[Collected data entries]

= = = =

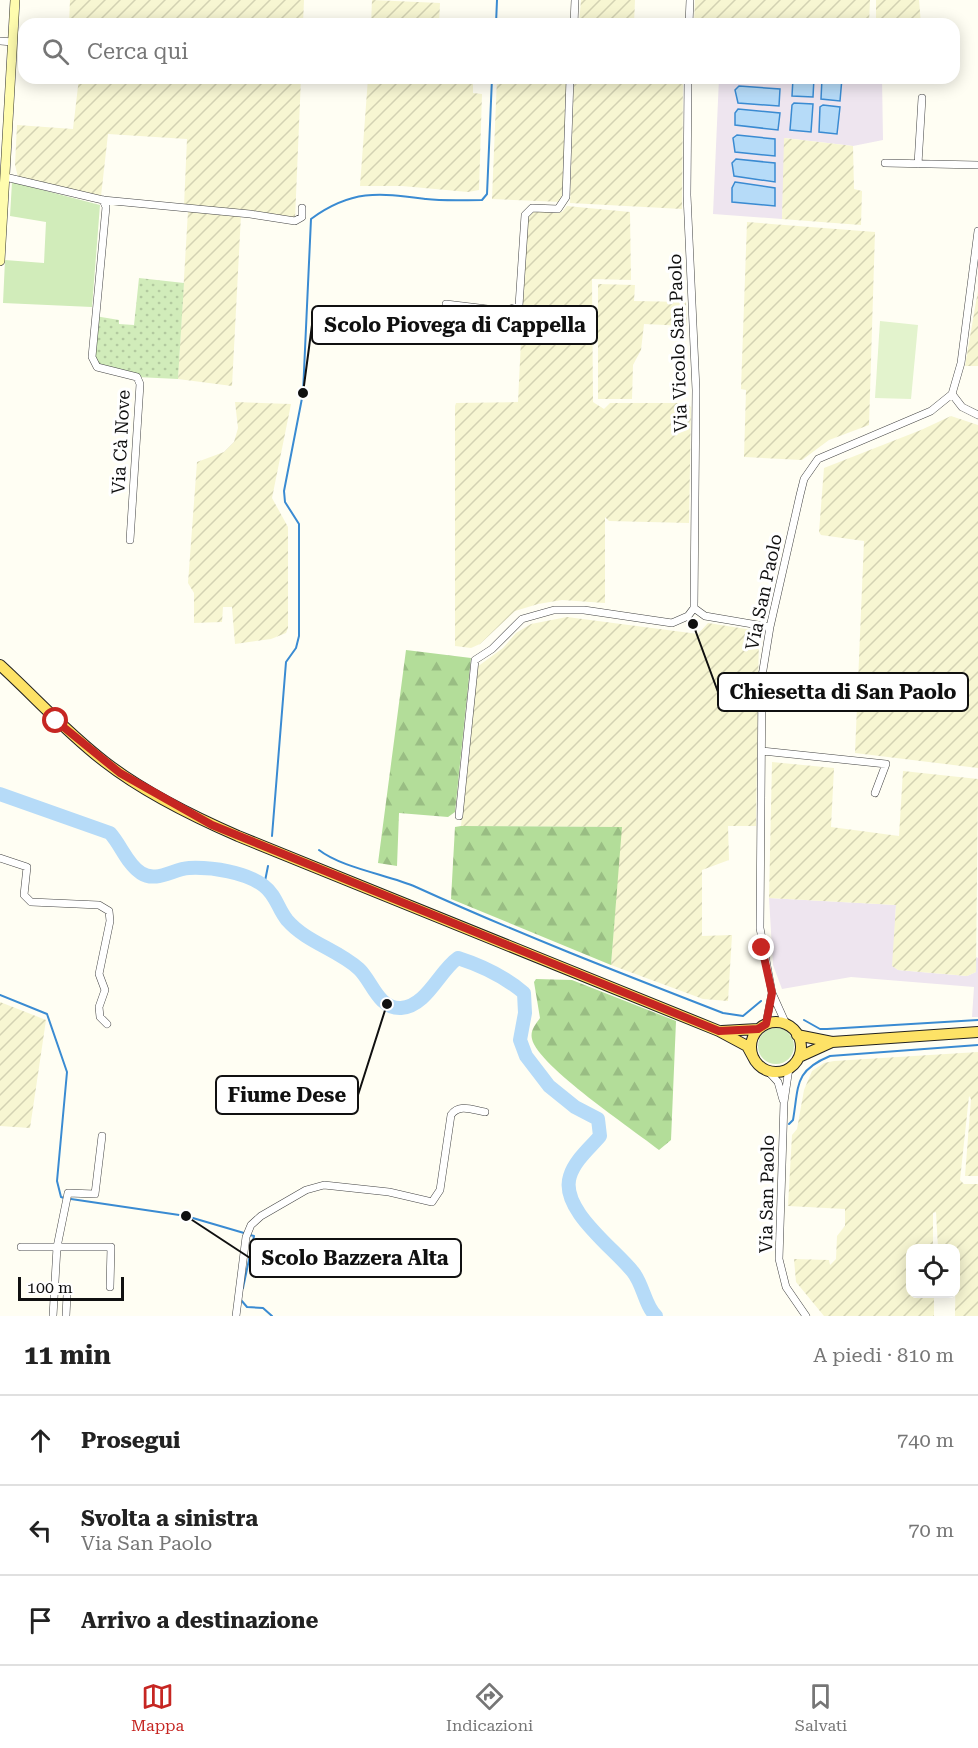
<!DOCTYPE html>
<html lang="it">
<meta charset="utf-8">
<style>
:root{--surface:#fff;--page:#f2f2f2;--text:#222;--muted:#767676;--line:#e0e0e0;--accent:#c62622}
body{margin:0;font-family:"Roboto Serif",serif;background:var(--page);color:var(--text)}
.controls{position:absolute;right:18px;bottom:18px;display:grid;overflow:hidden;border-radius:12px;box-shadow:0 3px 15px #0003}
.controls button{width:54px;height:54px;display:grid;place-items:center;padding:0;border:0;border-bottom:2px solid var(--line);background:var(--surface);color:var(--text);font:30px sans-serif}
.scale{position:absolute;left:18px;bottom:15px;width:106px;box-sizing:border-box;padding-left:6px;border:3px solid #101010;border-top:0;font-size:16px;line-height:21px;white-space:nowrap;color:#101010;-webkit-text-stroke:4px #fff;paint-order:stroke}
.stop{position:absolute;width:18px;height:18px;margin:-14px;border:4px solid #c62622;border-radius:50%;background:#fff}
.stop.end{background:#c62622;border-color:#fff;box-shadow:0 2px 6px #0008}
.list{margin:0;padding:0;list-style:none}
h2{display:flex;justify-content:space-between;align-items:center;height:78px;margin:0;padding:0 24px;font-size:26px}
h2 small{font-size:20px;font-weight:400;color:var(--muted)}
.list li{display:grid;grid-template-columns:39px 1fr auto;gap:18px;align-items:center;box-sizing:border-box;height:90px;padding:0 24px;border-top:2px solid var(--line)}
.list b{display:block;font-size:22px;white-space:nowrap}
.list p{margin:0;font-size:20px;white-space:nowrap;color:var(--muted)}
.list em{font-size:20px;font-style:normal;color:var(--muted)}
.icon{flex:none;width:33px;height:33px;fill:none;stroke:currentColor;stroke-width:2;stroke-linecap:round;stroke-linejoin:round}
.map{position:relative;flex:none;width:978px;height:1316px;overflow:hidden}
.search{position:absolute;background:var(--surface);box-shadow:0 3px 15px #0003;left:18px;right:18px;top:18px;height:66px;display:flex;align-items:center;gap:15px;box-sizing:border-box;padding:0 21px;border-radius:18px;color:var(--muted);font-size:22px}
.sheet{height:348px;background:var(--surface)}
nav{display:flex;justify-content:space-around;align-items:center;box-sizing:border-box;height:84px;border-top:2px solid var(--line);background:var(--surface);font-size:16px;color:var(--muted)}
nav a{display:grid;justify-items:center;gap:3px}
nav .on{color:var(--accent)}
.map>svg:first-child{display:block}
.industrial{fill:#eee5ef}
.farmland{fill:url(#farmland-furrows)}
.grass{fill:#d1ecba}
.forest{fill:url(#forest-firs)}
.park{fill:url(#park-dots)}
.pitch{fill:#e3f3cd}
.water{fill:#b6dbf8;stroke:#3a8bd2;stroke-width:1.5}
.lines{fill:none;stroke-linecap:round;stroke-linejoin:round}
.stream{stroke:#3a8bd2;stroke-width:2}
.river{stroke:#b6dbf8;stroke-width:14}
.street-casing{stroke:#434343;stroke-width:8}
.secondary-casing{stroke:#323232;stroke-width:10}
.primary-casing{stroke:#212121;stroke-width:12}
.street{stroke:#fff;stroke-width:7}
.secondary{stroke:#fffcae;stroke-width:9}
.primary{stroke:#fde266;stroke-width:10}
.route{stroke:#c62622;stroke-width:8}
.labels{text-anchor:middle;stroke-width:6;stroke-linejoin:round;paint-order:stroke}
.street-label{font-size:18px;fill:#101010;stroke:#fff}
.leader{fill:none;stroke:#101010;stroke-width:2}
.callout-dot{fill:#101010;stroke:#fff;stroke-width:2}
.callout{fill:#fff;stroke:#101010;stroke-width:2}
.callout-label{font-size:20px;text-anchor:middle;font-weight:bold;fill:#101010}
</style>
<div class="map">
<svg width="978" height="1316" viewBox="0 0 978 1316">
<defs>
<pattern id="farmland-furrows" width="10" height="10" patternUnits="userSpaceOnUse" patternTransform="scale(1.5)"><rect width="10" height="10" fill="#f7f6d2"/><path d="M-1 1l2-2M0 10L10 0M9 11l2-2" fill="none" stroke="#d3d2b3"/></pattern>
<pattern id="forest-firs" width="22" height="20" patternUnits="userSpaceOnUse" patternTransform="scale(1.5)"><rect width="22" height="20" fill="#b3dd99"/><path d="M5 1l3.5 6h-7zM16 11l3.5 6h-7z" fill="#99bd83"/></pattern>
<pattern id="park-dots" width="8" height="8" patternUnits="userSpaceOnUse" patternTransform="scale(1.5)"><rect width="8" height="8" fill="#d1ecba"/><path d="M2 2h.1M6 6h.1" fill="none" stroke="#b2c99f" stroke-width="1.8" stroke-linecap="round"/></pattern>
</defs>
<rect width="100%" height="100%" fill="#fffef3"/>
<path class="industrial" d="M719,78H882L883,140L853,146L785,138L782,219L713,214Z
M769,898L896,905L893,966L898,970L967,976L976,972V957L978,958V1017H972L974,987L851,977L782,989L773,965Z"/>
<path class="farmland" d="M70,0H304L303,24H69Z
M372,0L440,3L439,24H371Z
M581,0H635L634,24H579Z
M695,0H870L869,24H694Z
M876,0H919L921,24H876Z
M79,78H301L295,219L184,206L187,139L108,134L101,196L18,177L15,165L17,125L73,129Z
M368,78H473V93L482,94L479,190L468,192L402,186H360Z
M497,78L568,79L562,202L492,199Z
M574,78H683L682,209L570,203Z
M784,138L853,146L854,189L862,191L861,225L782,219Z
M567,206L630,212L631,280L592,279L593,402L604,409L610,403H686L691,407L689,523L609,521L605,517V603L562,600L538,604L515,611L480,644L471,648L455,646V406L456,403L518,402L527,218L533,212H562Z
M188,211L241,215L232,386L178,379Z
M747,222L875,232L869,425L829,440L802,460L744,457L746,390L741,389Z
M598,284L635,285L634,301L686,302L687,326L644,324L641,350L633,365L632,399H598Z
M978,291V366H965L972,325Z
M235,402L291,404L272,498L288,527V628L286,633L271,639L235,644L232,607H223L222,622L194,623V593L188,583L197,462L224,452L234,442L238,428Z
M951,416L978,425V768L855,753L864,541L821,535L819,532L824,468L921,430Z
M567,617L698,634L708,623L759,631L756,826H728L729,860L702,870V936L732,935L728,1001L703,999L611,965L621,827L461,826L477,667L503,648L516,633L531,624Z
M772,762L834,768L831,827L899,836L903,771L978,779L976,972L967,976L898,970L892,966L896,905L769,898Z
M0,1002L46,1020L30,1128L0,1126Z
M978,1052V1176H965L971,1099L969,1096L960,1180L964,1184H978V1316H955L956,1248H938L936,1212L933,1213V1248H910V1294H934V1316H824L796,1282L794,1259L829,1260L830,1265L836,1259L837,1236L845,1226V1209L788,1206L792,1135L797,1129L804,1090L812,1071L824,1063L834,1061Z"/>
<path class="grass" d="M12,182L100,205L92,307L3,303L5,260L44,263L46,222L10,216Z
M758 1046a18 18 0 1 1 36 0a18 18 0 1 1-36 0Z"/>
<path class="forest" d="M406,650L471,658L455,812L448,817L399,813L397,866L378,863Z
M461,826L622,827L611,965L451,899L455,827Z
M536,979L572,980L676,1021L671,1140L659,1150C634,1130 538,1066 532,1039C530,1031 535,1025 540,1018L534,982Z"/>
<path class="park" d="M139,278L184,283L178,379L137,377L93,364L95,316L119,320V324L134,325Z"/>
<path class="pitch" d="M880,321L918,325L911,399L875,398Z"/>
<path class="water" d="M793,78H814L813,97L792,96Z
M822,78H842L840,101L821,99Z
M739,86L780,89L779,106L738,103L735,90Z
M794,103L813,104L811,132L790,130L792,105Z
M823,105L840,107L837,134L819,132L820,107Z
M738,109L780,113L778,130L735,125V113Z
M737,135L775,139V156L735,152L733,138Z
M736,159L775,163V182L734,176L732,163Z
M735,182L775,188V206L732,202V188Z"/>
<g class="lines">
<path class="stream" d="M496,24L497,0
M272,836L286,662L296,648L299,636V524L285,502L284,491L303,393L311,219C352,189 379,193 426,199C444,201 463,200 482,200L487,194L492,78
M319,850C342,868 389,875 416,887C517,933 620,973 723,1013L743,1016L761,1001
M264,886L268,866
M0,995L47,1014L67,1072L57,1181L61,1197L64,1198
M804,1020L820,1029H827L978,1020
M789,1124L793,1120C799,1085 794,1071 830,1056L978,1045
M71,1199L186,1216L244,1233
M243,1288L254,1236L250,1235
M241,1300L247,1307L263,1308L272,1316"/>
<path class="river" d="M0,794L110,833C121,845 127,864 141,873C156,883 173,869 189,868C212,867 246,872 264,886C276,895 278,909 287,920C307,943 337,949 359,969C372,981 378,1009 401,1008C427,1006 439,971 458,958C483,966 504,976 524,993L525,1013L520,1040L526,1056L549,1086L575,1107L598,1119L600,1136C590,1148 575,1160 570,1176C559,1209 614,1248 633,1272C643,1284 645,1306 656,1316"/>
<g class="street-casing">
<path id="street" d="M574,24L575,0
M689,24L690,0
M0,41L13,42
M885,163L978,165
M918,164L922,98
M5,177L103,200L250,214L295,221L302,217V208
M103,200L106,207L92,357L97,367L137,377L140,384L130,540
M446,304L504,311L519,306L525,215L532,208L558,209L566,197L570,78
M952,394L962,407L978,415
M694,608L705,616L770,627
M762,751L886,764L875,793
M459,816L475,660L492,649L522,619L554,610H584L672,623L688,616L694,608L696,390L687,195L688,78
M0,858L27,867L24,895L31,902L99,905L109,911L110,921L99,974L105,990L99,1007L100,1017L107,1024
M766,1024L772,993
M786,1024L772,993L760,928L762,676L770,627L800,495L804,479L818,459L931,411L952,394L961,363L978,231
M789,1068L784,1102L779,1259L786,1287L806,1316
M767,1070L778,1082L783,1100
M21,1247H111L110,1287
M53,1316L57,1247L68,1193L95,1194L102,1136
M66,1316L67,1295
M236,1316L246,1237L251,1225L261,1216L306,1190L324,1185L389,1192L432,1202L440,1190L451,1115C459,1103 473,1110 485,1112"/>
</g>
<g class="secondary-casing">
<path id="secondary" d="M0,261L15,0"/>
</g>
<g class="primary-casing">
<path id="primary" d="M0,665C35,697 67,733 105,762C145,793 192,816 238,836L719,1031L747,1046L753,1057
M751 1047a25 25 0 1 1 50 0a25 25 0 1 1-50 0Z
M722,1031L758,1029
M797,1035L832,1042L978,1032
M799,1057L832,1042"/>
</g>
<use href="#street" class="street"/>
<use href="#secondary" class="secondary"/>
<use href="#primary" class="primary"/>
</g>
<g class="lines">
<path class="route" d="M56,721L120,773L212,825L719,1031L758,1029L766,1024L772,993L762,948"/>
</g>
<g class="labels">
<g class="street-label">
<text transform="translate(678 343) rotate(-92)" y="6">Via Vicolo San Paolo</text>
<text transform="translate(121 442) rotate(-87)" y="6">Via Cà Nove</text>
<text transform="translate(764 592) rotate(-78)" y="6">Via San Paolo</text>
<text transform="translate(767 1194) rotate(-89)" y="6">Via San Paolo</text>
</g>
</g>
<path class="leader" d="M303 393L312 325M693 624L718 692M387 1004L358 1095M186 1216L250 1258"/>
<g class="callout-dot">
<circle cx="303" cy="393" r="6"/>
<circle cx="693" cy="624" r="6"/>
<circle cx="387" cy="1004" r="6"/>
<circle cx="186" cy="1216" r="6"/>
</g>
<g class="callout">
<rect x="312" y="306" width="285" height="38" rx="6"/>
<rect x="718" y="673" width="250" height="38" rx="6"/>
<rect x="216" y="1076" width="142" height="38" rx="6"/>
<rect x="250" y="1239" width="211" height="38" rx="6"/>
</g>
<g class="callout-label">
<text x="455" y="332">Scolo Piovega di Cappella</text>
<text x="843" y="699">Chiesetta di San Paolo</text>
<text x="287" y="1102">Fiume Dese</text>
<text x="355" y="1265">Scolo Bazzera Alta</text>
</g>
</svg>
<div class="controls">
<button><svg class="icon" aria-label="locate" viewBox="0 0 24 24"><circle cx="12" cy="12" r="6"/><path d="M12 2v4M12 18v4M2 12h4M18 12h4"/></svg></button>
</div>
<div class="scale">100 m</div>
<div class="stop" style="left:56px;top:721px"></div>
<div class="stop end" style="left:762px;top:948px"></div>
<div class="search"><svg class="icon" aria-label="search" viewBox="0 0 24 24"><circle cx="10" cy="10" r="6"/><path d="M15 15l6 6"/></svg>Cerca qui</div>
</div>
<section class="sheet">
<h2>11 min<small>A piedi · 810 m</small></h2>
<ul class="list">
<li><svg class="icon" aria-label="ahead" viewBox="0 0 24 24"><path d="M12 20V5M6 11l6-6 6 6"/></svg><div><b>Prosegui</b></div><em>740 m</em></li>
<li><svg class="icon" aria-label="left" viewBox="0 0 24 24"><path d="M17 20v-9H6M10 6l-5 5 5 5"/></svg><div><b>Svolta a sinistra</b><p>Via San Paolo</p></div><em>70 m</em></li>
<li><svg class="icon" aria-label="arrive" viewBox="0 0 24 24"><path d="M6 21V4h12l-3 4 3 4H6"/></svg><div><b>Arrivo a destinazione</b></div></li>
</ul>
</section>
<nav>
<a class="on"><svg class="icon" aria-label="map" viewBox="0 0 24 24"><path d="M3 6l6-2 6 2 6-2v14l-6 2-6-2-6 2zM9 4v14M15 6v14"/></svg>Mappa</a>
<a><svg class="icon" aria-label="directions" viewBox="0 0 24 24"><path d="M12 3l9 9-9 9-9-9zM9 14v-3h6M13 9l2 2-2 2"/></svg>Indicazioni</a>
<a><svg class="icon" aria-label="saved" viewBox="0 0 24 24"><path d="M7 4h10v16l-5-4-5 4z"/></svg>Salvati</a>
</nav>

= = = =

▶ **Task**: Which lines of the records contain the word "serif"? Copy each of them.

▶ **Result below**:
body{margin:0;font-family:"Roboto Serif",serif;background:var(--page);color:var(--text)}
.controls button{width:54px;height:54px;display:grid;place-items:center;padding:0;border:0;border-bottom:2px solid var(--line);background:var(--surface);color:var(--text);font:30px sans-serif}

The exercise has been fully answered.